Your instructions — Print out each record below, unaltered and complete, without its images.

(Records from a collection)
────────
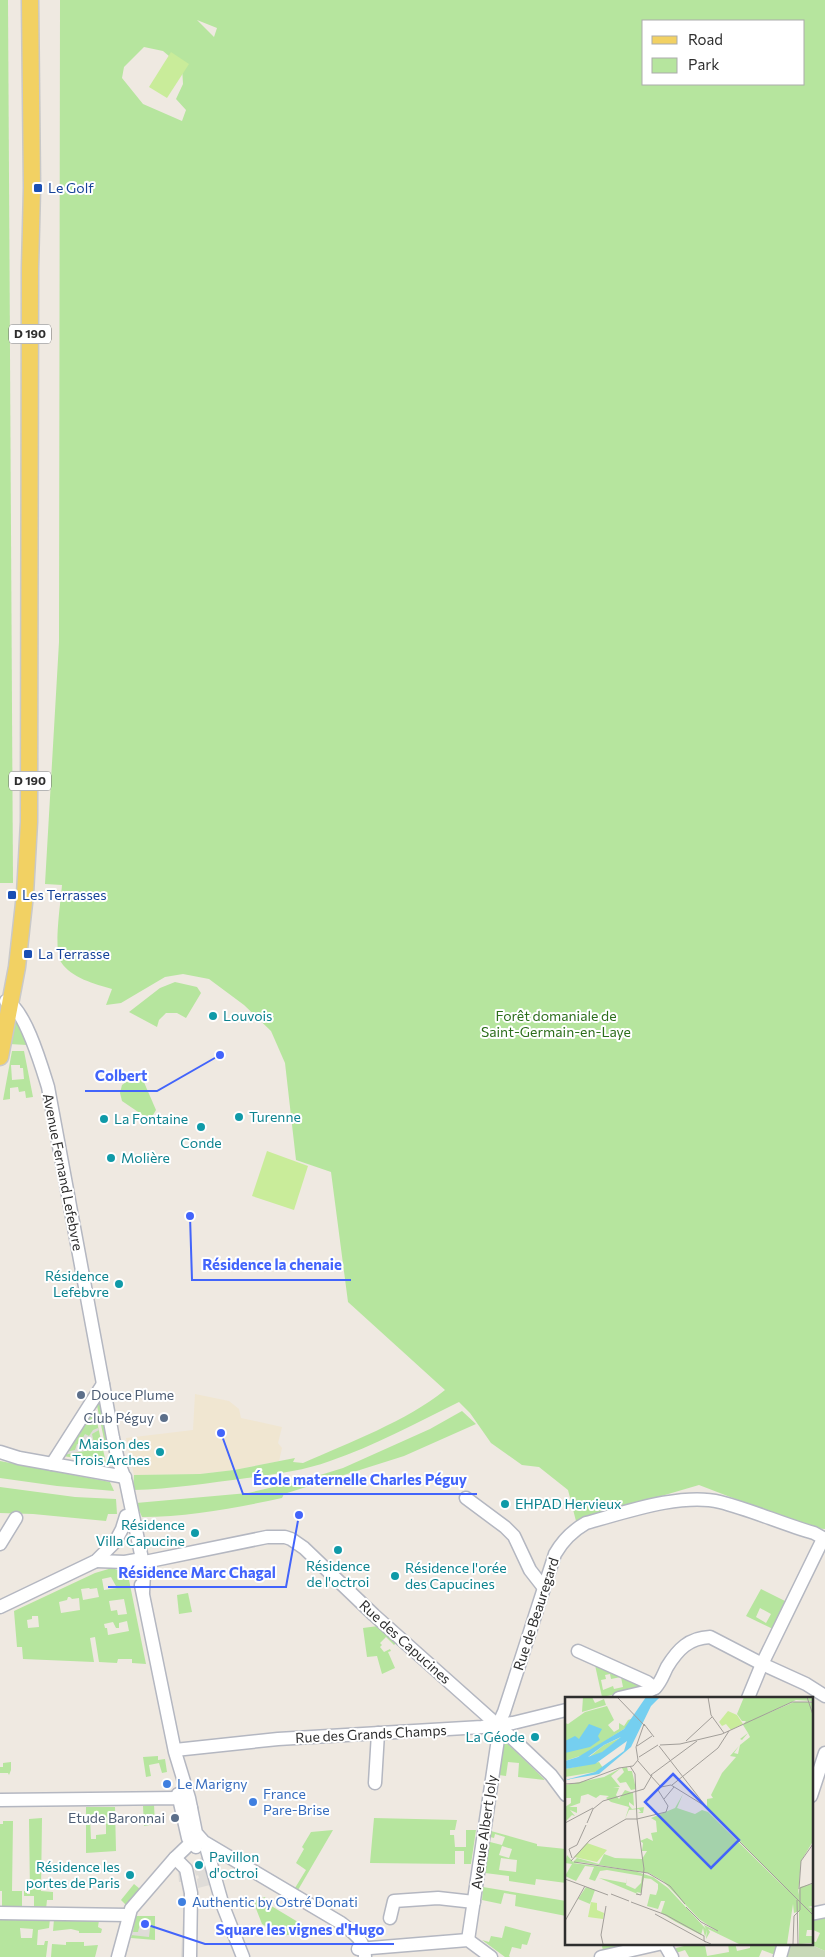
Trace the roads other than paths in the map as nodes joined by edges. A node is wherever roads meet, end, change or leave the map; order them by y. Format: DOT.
graph roads {
  1 [pos="23,0"];
  2 [pos="30,0"];
  3 [pos="5,1010"];
  4 [pos="0,1057"];
  5 [pos="103,1384"];
  6 [pos="0,1452"];
  7 [pos="52,1464"];
  8 [pos="122,1476"];
  9 [pos="466,1498"];
  10 [pos="126,1516"];
  11 [pos="16,1518"];
  12 [pos="824,1539"];
  13 [pos="0,1544"];
  14 [pos="96,1561"];
  15 [pos="138,1562"];
  16 [pos="544,1588"];
  17 [pos="0,1607"];
  18 [pos="578,1651"];
  19 [pos="762,1664"];
  20 [pos="655,1688"];
  21 [pos="825,1696"];
  22 [pos="624,1697"];
  23 [pos="748,1697"];
  24 [pos="565,1710"];
  25 [pos="498,1725"];
  26 [pos="378,1733"];
  27 [pos="175,1751"];
  28 [pos="825,1753"];
  29 [pos="375,1783"];
  30 [pos="182,1792"];
  31 [pos="812,1793"];
  32 [pos="565,1794"];
  33 [pos="0,1800"];
  34 [pos="200,1843"];
  35 [pos="180,1863"];
  36 [pos="474,1902"];
  37 [pos="825,1911"];
  38 [pos="0,1913"];
  39 [pos="812,1914"];
  40 [pos="128,1915"];
  41 [pos="390,1918"];
  42 [pos="468,1940"];
  43 [pos="659,1944"];
  44 [pos="664,1944"];
  45 [pos="784,1944"];
  46 [pos="360,1953"];
  47 [pos="118,1957"];
  48 [pos="190,1957"];
  49 [pos="243,1957"];
  50 [pos="492,1957"];
  51 [pos="601,1957"];
  52 [pos="672,1957"];
  53 [pos="780,1957"];
  1 -- 3 [label="main road, D 190"];
  2 -- 3 [label="main road, D 190"];
  3 -- 4 [label="main road, D 190"];
  3 -- 5 [label="street, Avenue Fernand Lefebvre"];
  5 -- 7 [label="street"];
  5 -- 8 [label="street, Avenue Fernand Lefebvre"];
  6 -- 7 [label="street"];
  7 -- 8 [label="street"];
  8 -- 10 [label="street, Avenue Fernand Lefebvre"];
  8 -- 15 [label="street, Avenue Fernand Lefebvre"];
  9 -- 16 [label="street"];
  10 -- 14 [label="street"];
  10 -- 15 [label="street, Avenue Fernand Lefebvre"];
  11 -- 13 [label="street"];
  12 -- 16 [label="street, Rue de Beauregard"];
  12 -- 19 [label="street"];
  14 -- 15 [label="street, Rue des Capucines"];
  14 -- 17 [label="street"];
  15 -- 25 [label="street, Rue des Capucines"];
  15 -- 27 [label="street, Avenue Fernand Lefebvre"];
  16 -- 25 [label="street, Rue de Beauregard"];
  18 -- 20 [label="street"];
  19 -- 20 [label="street"];
  19 -- 21 [label="street"];
  19 -- 23 [label="street"];
  20 -- 22 [label="street"];
  24 -- 25 [label="street, Rue des Grands Champs"];
  25 -- 26 [label="street, Rue des Grands Champs"];
  25 -- 32 [label="street, Rue des Capucines"];
  25 -- 36 [label="street, Avenue Albert Joly"];
  26 -- 27 [label="street, Rue des Grands Champs"];
  26 -- 29 [label="street"];
  27 -- 30 [label="street, Avenue Fernand Lefebvre"];
  28 -- 31 [label="street"];
  30 -- 33 [label="street"];
  30 -- 34 [label="street"];
  30 -- 34 [label="street, Avenue Fernand Lefebvre"];
  34 -- 35 [label="street"];
  34 -- 46 [label="street"];
  34 -- 49 [label="street"];
  35 -- 40 [label="street"];
  35 -- 48 [label="street"];
  36 -- 41 [label="street"];
  36 -- 42 [label="street, Avenue Albert Joly"];
  37 -- 39 [label="street"];
  38 -- 40 [label="street"];
  40 -- 47 [label="street"];
  42 -- 46 [label="street"];
  42 -- 50 [label="street"];
  43 -- 51 [label="street"];
  44 -- 52 [label="street"];
  45 -- 53 [label="street"];
}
────────
Task answer —
Trace the roads other than paths in the map as nodes joined by edges. A node is wherever roads meet, end, change or leave the map; order them by y. Format: DOT.
graph roads {
  1 [pos="23,0"];
  2 [pos="30,0"];
  3 [pos="5,1010"];
  4 [pos="0,1057"];
  5 [pos="103,1384"];
  6 [pos="0,1452"];
  7 [pos="52,1464"];
  8 [pos="122,1476"];
  9 [pos="466,1498"];
  10 [pos="126,1516"];
  11 [pos="16,1518"];
  12 [pos="824,1539"];
  13 [pos="0,1544"];
  14 [pos="96,1561"];
  15 [pos="138,1562"];
  16 [pos="544,1588"];
  17 [pos="0,1607"];
  18 [pos="578,1651"];
  19 [pos="762,1664"];
  20 [pos="655,1688"];
  21 [pos="825,1696"];
  22 [pos="624,1697"];
  23 [pos="748,1697"];
  24 [pos="565,1710"];
  25 [pos="498,1725"];
  26 [pos="378,1733"];
  27 [pos="175,1751"];
  28 [pos="825,1753"];
  29 [pos="375,1783"];
  30 [pos="182,1792"];
  31 [pos="812,1793"];
  32 [pos="565,1794"];
  33 [pos="0,1800"];
  34 [pos="200,1843"];
  35 [pos="180,1863"];
  36 [pos="474,1902"];
  37 [pos="825,1911"];
  38 [pos="0,1913"];
  39 [pos="812,1914"];
  40 [pos="128,1915"];
  41 [pos="390,1918"];
  42 [pos="468,1940"];
  43 [pos="659,1944"];
  44 [pos="664,1944"];
  45 [pos="784,1944"];
  46 [pos="360,1953"];
  47 [pos="118,1957"];
  48 [pos="190,1957"];
  49 [pos="243,1957"];
  50 [pos="492,1957"];
  51 [pos="601,1957"];
  52 [pos="672,1957"];
  53 [pos="780,1957"];
  1 -- 3 [label="main road, D 190"];
  2 -- 3 [label="main road, D 190"];
  3 -- 4 [label="main road, D 190"];
  3 -- 5 [label="street, Avenue Fernand Lefebvre"];
  5 -- 7 [label="street"];
  5 -- 8 [label="street, Avenue Fernand Lefebvre"];
  6 -- 7 [label="street"];
  7 -- 8 [label="street"];
  8 -- 10 [label="street, Avenue Fernand Lefebvre"];
  8 -- 15 [label="street, Avenue Fernand Lefebvre"];
  9 -- 16 [label="street"];
  10 -- 14 [label="street"];
  10 -- 15 [label="street, Avenue Fernand Lefebvre"];
  11 -- 13 [label="street"];
  12 -- 16 [label="street, Rue de Beauregard"];
  12 -- 19 [label="street"];
  14 -- 15 [label="street, Rue des Capucines"];
  14 -- 17 [label="street"];
  15 -- 25 [label="street, Rue des Capucines"];
  15 -- 27 [label="street, Avenue Fernand Lefebvre"];
  16 -- 25 [label="street, Rue de Beauregard"];
  18 -- 20 [label="street"];
  19 -- 20 [label="street"];
  19 -- 21 [label="street"];
  19 -- 23 [label="street"];
  20 -- 22 [label="street"];
  24 -- 25 [label="street, Rue des Grands Champs"];
  25 -- 26 [label="street, Rue des Grands Champs"];
  25 -- 32 [label="street, Rue des Capucines"];
  25 -- 36 [label="street, Avenue Albert Joly"];
  26 -- 27 [label="street, Rue des Grands Champs"];
  26 -- 29 [label="street"];
  27 -- 30 [label="street, Avenue Fernand Lefebvre"];
  28 -- 31 [label="street"];
  30 -- 33 [label="street"];
  30 -- 34 [label="street"];
  30 -- 34 [label="street, Avenue Fernand Lefebvre"];
  34 -- 35 [label="street"];
  34 -- 46 [label="street"];
  34 -- 49 [label="street"];
  35 -- 40 [label="street"];
  35 -- 48 [label="street"];
  36 -- 41 [label="street"];
  36 -- 42 [label="street, Avenue Albert Joly"];
  37 -- 39 [label="street"];
  38 -- 40 [label="street"];
  40 -- 47 [label="street"];
  42 -- 46 [label="street"];
  42 -- 50 [label="street"];
  43 -- 51 [label="street"];
  44 -- 52 [label="street"];
  45 -- 53 [label="street"];
}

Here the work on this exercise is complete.